Allagamenti, smottamenti delle scarpate a monte e a valle, completa ostruzione di cunette stradali e di fosso di scolo delle acque, danneggiamenti a banchine e agli attraversamenti stradali.
Anche questa volta l’ondata di maltempo che ha colpito la Maremma da lunedì a mercoledì scorsi ha messo in ginocchio la rete viaria provinciale, causando danni che sfiorano 10 milioni di euro.
Il bilancio più pesante si registra nella zona dell’Amiata e in quella delle Colline Metallifere, dove due località sono rimaste pressoché isolate per i nubifragi.
Si tratta di Tatti, nel Comune di Massa Marittima, in cui una frana ha causato la chiusura della Strada provinciale, e della piccola frazione di Salaiola, nel Comune di Arcidosso, dove il crollo di un ponte ha provocato seri disagi ai residenti, soprattutto negli spostamenti verso la vicina scuola elementare di Monticello Amiata.
“Nonostante non si siano verificati allagamenti, le piogge che si sono abbattute in varie zone della provincia fino a martedì sera hanno comportato numerose situazioni complicate, soprattutto a causa di frane e smottamenti – spiega il presidente della Provincia, Leonardo Marras -. La Strada provinciale amiatina è stata sensibilmente danneggiata, mentre è completamente da rifare il manto stradale della Giannella”.
In alcuni casi, nelle strade colpite dal maltempo il traffico è stato deviato, anche grazie all’impiego di sensi unici alternati, mentre in altri collegamenti il transito dei veicoli è stato completamente interrotto.

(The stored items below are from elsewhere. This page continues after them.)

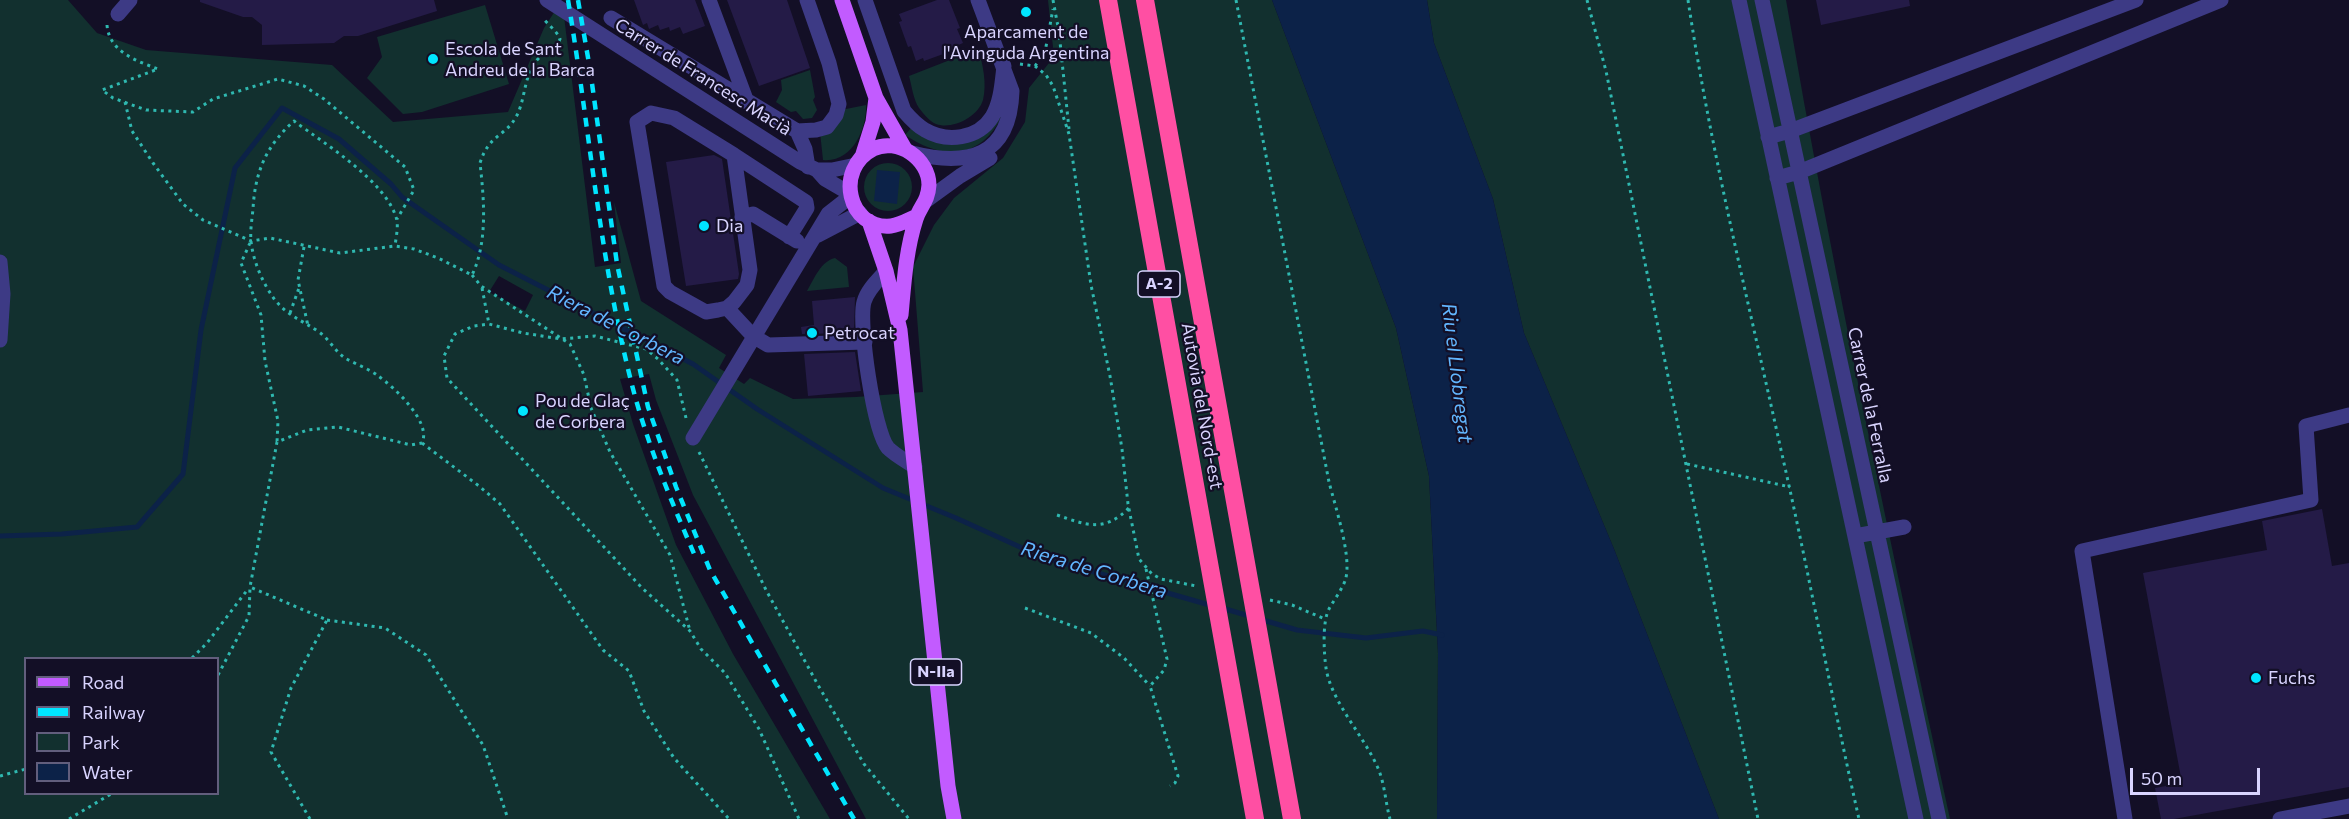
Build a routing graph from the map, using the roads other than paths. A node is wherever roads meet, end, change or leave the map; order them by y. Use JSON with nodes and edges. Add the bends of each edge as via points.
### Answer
{"nodes":[{"id":1,"x":130,"y":0,"type":"edge"},
{"id":2,"x":709,"y":0,"type":"edge"},
{"id":3,"x":807,"y":0,"type":"edge"},
{"id":4,"x":842,"y":0,"type":"edge"},
{"id":5,"x":865,"y":0,"type":"edge"},
{"id":6,"x":978,"y":0,"type":"edge"},
{"id":7,"x":1108,"y":0,"type":"edge"},
{"id":8,"x":1145,"y":0,"type":"edge"},
{"id":9,"x":1739,"y":0,"type":"edge"},
{"id":10,"x":1762,"y":0,"type":"edge"},
{"id":11,"x":2136,"y":0,"type":"edge"},
{"id":12,"x":2221,"y":0,"type":"edge"},
{"id":13,"x":553,"y":4,"type":"edge"},
{"id":14,"x":118,"y":14,"type":"road end"},
{"id":15,"x":611,"y":18,"type":"dead end"},
{"id":16,"x":1004,"y":74,"type":"junction"},
{"id":17,"x":876,"y":98,"type":"junction"},
{"id":18,"x":747,"y":102,"type":"junction"},
{"id":19,"x":796,"y":131,"type":"junction"},
{"id":20,"x":1790,"y":132,"type":"junction"},
{"id":21,"x":1768,"y":137,"type":"junction"},
{"id":22,"x":908,"y":151,"type":"junction"},
{"id":23,"x":734,"y":155,"type":"junction"},
{"id":24,"x":859,"y":161,"type":"junction"},
{"id":25,"x":813,"y":169,"type":"junction"},
{"id":26,"x":1799,"y":172,"type":"junction"},
{"id":27,"x":1777,"y":178,"type":"junction"},
{"id":28,"x":850,"y":194,"type":"junction"},
{"id":29,"x":927,"y":200,"type":"junction"},
{"id":30,"x":742,"y":216,"type":"junction"},
{"id":31,"x":917,"y":216,"type":"junction"},
{"id":32,"x":865,"y":217,"type":"junction"},
{"id":33,"x":789,"y":237,"type":"junction"},
{"id":34,"x":811,"y":243,"type":"junction"},
{"id":35,"x":0,"y":262,"type":"edge"},
{"id":36,"x":886,"y":271,"type":"junction"},
{"id":37,"x":727,"y":308,"type":"junction"},
{"id":38,"x":900,"y":330,"type":"junction"},
{"id":39,"x":753,"y":336,"type":"junction"},
{"id":40,"x":0,"y":340,"type":"edge"},
{"id":41,"x":865,"y":342,"type":"junction"},
{"id":42,"x":2349,"y":414,"type":"edge"},
{"id":43,"x":693,"y":438,"type":"road end"},
{"id":44,"x":916,"y":474,"type":"junction"},
{"id":45,"x":1904,"y":527,"type":"dead end"},
{"id":46,"x":1877,"y":532,"type":"junction"},
{"id":47,"x":1855,"y":536,"type":"junction"},
{"id":48,"x":2349,"y":806,"type":"edge"},
{"id":49,"x":954,"y":819,"type":"edge"},
{"id":50,"x":1255,"y":819,"type":"edge"},
{"id":51,"x":1292,"y":819,"type":"edge"},
{"id":52,"x":1916,"y":819,"type":"edge"},
{"id":53,"x":1940,"y":819,"type":"edge"},
{"id":54,"x":2123,"y":819,"type":"edge"},
{"id":55,"x":2280,"y":819,"type":"edge"}],
"edges":[{"from":1,"to":14,"type":"street"},
{"from":2,"to":18,"type":"street"},
{"from":3,"to":19,"type":"street","via":[[839,104],[827,127]]},
{"from":4,"to":17,"type":"main road"},
{"from":5,"to":16,"type":"street","via":[[904,111],[927,132],[958,138],[984,128],[999,101]]},
{"from":6,"to":16,"type":"street"},
{"from":7,"to":50,"type":"highway","name":"Autovia del Nord-est","number":"A-2"},
{"from":8,"to":51,"type":"highway","name":"Autovia del Nord-est","number":"A-2"},
{"from":9,"to":21,"type":"street"},
{"from":10,"to":20,"type":"street","name":"Carrer de la Ferralla"},
{"from":11,"to":20,"type":"street"},
{"from":12,"to":26,"type":"street"},
{"from":13,"to":25,"type":"street","name":"Carrer de Francesc Macià"},
{"from":15,"to":18,"type":"street","name":"Carrer de Francesc Macià"},
{"from":16,"to":22,"type":"street","via":[[1012,91],[1009,119],[991,146],[974,158],[956,160]]},
{"from":16,"to":29,"type":"street","via":[[1016,77],[1022,94],[1012,136],[987,161]]},
{"from":17,"to":22,"type":"main road"},
{"from":17,"to":24,"type":"main road","via":[[873,122]]},
{"from":18,"to":19,"type":"street","name":"Carrer de Francesc Macià"},
{"from":19,"to":25,"type":"street","name":"Carrer de Francesc Macià"},
{"from":20,"to":21,"type":"street"},
{"from":20,"to":26,"type":"street","name":"Carrer de la Ferralla"},
{"from":21,"to":27,"type":"street"},
{"from":22,"to":24,"type":"main road","via":[[883,146]]},
{"from":22,"to":29,"type":"main road","via":[[919,160],[928,177]]},
{"from":23,"to":30,"type":"street"},
{"from":23,"to":33,"type":"street","via":[[806,201],[807,208]]},
{"from":23,"to":37,"type":"street","via":[[674,117],[651,113],[637,122],[664,286],[706,312]]},
{"from":24,"to":25,"type":"street","via":[[832,170]]},
{"from":24,"to":28,"type":"main road","via":[[850,177]]},
{"from":25,"to":28,"type":"street","name":"Carrer de Francesc Macià"},
{"from":26,"to":27,"type":"street"},
{"from":26,"to":46,"type":"street","name":"Carrer de la Ferralla"},
{"from":27,"to":47,"type":"street"},
{"from":28,"to":32,"type":"main road","number":"N-IIa"},
{"from":28,"to":34,"type":"street","via":[[828,214]]},
{"from":29,"to":31,"type":"main road","number":"N-IIa"},
{"from":30,"to":33,"type":"street","via":[[753,214]]},
{"from":30,"to":37,"type":"street","via":[[750,270],[747,285]]},
{"from":31,"to":32,"type":"main road","via":[[890,226]]},
{"from":31,"to":38,"type":"main road","number":"N-IIa","via":[[906,263]]},
{"from":32,"to":34,"type":"street"},
{"from":32,"to":36,"type":"main road","number":"N-IIa"},
{"from":33,"to":34,"type":"street"},
{"from":34,"to":39,"type":"street"},
{"from":35,"to":40,"type":"street"},
{"from":36,"to":38,"type":"main road","number":"N-IIa"},
{"from":36,"to":41,"type":"street","via":[[864,301]]},
{"from":37,"to":39,"type":"street"},
{"from":38,"to":44,"type":"main road","number":"N-IIa"},
{"from":39,"to":41,"type":"street","via":[[768,345]]},
{"from":39,"to":43,"type":"street"},
{"from":41,"to":44,"type":"street","via":[[880,434]]},
{"from":42,"to":54,"type":"street","via":[[2306,426],[2311,500],[2082,551]]},
{"from":44,"to":49,"type":"main road","number":"N-IIa"},
{"from":45,"to":46,"type":"street"},
{"from":46,"to":47,"type":"street"},
{"from":46,"to":53,"type":"street","name":"Carrer de la Ferralla"},
{"from":47,"to":52,"type":"street"},
{"from":48,"to":55,"type":"street"}]}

“In questo momento – chiarisce Marras – la Provincia non ha a disposizione 10 milioni di euro per intervenire su tutta la rete viaria danneggiata. In ogni caso, abbiamo già disposto lavori di somma urgenza per quanto riguarda le strade nei pressi di Tatti e Salaiola, che ora rappresentano la nostra priorità e che nel giro di qualche mese saranno di nuovo transitabili”.
“Lunedì pomeriggio – continua il presidente della Provincia – avremo un incontro in Regione in cui chiederemo che sia fatta pressione al Governo per stanziare fondi per questa nuova emergenza maltempo”.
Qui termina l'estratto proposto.